Il y a plus d’un siècle, à Paris, un clan d’individus très peu recommandables terrorisait les honnêtes gens. Mais toujours avec style et panache.

Deffe vissée de biais sur une chevelureen “botte de mouron”, foulard rouge au cou, veste de lustrine noire ou bourgeron bleu, chemise de coton fripé ou tricot rayé, pantalon à pattes d’éléphant, large ceinture de feutre, souliers cirés, bijoux précieux ou pacotille : voici l’uniforme de l’Apache. Ces bandes de voyous sanguinaires ont terrorisé le Paris de la Belle-Époque par divers crimes et larcins largement relayés par la presse à scandale, et très bien racontés aujourd’hui par Jérémy Tessier dans son livre Les Apaches de Paris. Ce sont les récits de conquêtes américaines et les exploits de William Frederick Cody narrés dans son Buffalo Bill’s Wild West Show qui ont soufflé ce surnom. Difficile aujourd’hui de savoir si c’est l’idée d’un journaliste inspiré ou d’un préfet de police poète mais les principaux concernés s’en sont vite emparés.

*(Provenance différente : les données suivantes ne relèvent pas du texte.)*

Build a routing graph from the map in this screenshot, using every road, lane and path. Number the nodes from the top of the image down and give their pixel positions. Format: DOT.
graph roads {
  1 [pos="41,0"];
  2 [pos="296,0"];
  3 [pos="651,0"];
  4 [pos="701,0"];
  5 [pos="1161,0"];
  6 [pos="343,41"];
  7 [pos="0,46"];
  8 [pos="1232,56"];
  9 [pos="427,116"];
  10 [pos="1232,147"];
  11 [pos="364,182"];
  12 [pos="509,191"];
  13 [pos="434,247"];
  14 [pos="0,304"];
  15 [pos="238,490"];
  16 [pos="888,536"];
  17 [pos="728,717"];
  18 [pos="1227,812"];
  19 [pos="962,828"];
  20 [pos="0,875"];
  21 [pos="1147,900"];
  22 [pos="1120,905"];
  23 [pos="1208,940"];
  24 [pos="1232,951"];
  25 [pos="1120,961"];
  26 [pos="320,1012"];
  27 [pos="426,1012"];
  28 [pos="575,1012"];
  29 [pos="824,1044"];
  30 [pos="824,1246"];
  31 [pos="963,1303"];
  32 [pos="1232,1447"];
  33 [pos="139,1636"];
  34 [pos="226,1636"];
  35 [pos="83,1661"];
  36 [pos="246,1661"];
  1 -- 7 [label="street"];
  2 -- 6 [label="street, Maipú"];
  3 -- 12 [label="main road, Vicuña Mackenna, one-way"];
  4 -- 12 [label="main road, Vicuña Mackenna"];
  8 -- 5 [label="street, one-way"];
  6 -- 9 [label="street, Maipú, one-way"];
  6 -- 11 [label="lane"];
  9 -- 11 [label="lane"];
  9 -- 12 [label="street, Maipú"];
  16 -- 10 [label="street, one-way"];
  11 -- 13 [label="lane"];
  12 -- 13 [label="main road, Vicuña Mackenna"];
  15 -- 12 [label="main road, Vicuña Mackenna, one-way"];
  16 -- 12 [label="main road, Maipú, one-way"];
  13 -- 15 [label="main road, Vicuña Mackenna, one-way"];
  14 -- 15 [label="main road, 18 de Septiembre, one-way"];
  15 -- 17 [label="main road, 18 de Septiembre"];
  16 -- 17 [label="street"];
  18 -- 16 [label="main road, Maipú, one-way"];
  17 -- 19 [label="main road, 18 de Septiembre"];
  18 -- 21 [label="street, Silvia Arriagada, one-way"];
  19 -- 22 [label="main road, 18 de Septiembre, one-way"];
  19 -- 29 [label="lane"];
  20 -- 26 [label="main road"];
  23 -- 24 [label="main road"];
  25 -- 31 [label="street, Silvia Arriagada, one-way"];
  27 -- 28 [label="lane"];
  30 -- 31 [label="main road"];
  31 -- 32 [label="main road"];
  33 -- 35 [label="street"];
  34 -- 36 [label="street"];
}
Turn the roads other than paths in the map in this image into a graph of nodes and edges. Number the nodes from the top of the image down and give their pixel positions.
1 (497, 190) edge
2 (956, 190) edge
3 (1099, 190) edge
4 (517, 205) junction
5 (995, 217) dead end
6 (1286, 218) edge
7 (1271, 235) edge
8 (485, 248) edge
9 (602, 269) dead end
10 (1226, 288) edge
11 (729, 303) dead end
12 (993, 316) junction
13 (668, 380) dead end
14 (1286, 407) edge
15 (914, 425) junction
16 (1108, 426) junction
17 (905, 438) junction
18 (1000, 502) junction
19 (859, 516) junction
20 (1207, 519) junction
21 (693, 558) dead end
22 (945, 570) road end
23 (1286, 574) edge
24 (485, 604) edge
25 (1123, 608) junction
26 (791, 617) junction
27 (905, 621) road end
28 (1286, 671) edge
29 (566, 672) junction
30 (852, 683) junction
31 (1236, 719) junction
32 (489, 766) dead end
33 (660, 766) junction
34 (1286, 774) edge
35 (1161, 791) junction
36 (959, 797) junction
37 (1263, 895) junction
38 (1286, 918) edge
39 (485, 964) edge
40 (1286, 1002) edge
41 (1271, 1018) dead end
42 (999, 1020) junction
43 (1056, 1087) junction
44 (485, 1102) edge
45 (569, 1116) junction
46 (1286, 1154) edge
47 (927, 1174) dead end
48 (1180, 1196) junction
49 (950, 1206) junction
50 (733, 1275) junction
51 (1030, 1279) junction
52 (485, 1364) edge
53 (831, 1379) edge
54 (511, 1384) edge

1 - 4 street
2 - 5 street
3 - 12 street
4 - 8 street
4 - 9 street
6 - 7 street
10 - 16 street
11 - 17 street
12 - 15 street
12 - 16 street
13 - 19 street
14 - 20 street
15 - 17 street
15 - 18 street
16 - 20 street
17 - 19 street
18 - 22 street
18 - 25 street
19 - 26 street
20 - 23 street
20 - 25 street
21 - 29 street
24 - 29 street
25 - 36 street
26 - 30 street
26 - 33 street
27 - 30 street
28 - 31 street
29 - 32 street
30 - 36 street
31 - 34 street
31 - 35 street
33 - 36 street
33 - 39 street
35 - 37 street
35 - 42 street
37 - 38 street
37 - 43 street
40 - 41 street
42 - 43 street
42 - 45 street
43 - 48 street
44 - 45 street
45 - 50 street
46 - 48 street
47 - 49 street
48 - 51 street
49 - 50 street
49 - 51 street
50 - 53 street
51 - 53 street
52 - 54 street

Dans la bouche des bourgeois, le mot “apache” prend une connotation péjorative (sauvages, assassins), mais les marginaux y voient l’évocation d’une grande liberté de mœurs et d’esprit. 

Apparus vers 1880, les premiers Apaches étaient ceux de la bande de Belleville, avant que le nom désigne globalement toutes les bandes organisées par quartiers faites de voleurs, proxénètes, prostituées et filous en tous genres, dirigées par des hommes aussi bien que par des femmes, dont je ne résiste pas à partager ici un florilège : les Cœurs d’acier de Saint-Ouen, les Costauds de la Villette, les Saute-aux-pattes de la Glacière ou encore les Demi-Siphons de Ménilmuche. Difficile de l’imaginer avec nos yeux contemporains, mais ces sobriquets comiques, lus dans le journal, faisaient trembler et fantasmer les honnêtes gens, comme le décrit Proust dans Le Temps retrouvé : “Inversement, Jupien sentait que ce n’était pas encore assez de présenter à M. de Charlus un garçon laitier. Il lui murmurait en clignant de l’œil : il est garçon laitier mais au fond c’est surtout un des plus dangereux apaches de Belleville (il fallait voir le ton grivois dont Jupien disait ‘apache’). Et comme si ces références ne suffisaient pas, il tâchait d’ajouter quelques ‘citations’. Il a été condamné plusieurs fois pour vol et cambriolage de villas, il a été à Fresnes pour s’être battu (même air grivois) avec des passants qu’il a à moitié estropiés et il a été au bat. d’Af. Il a tué son sergent.”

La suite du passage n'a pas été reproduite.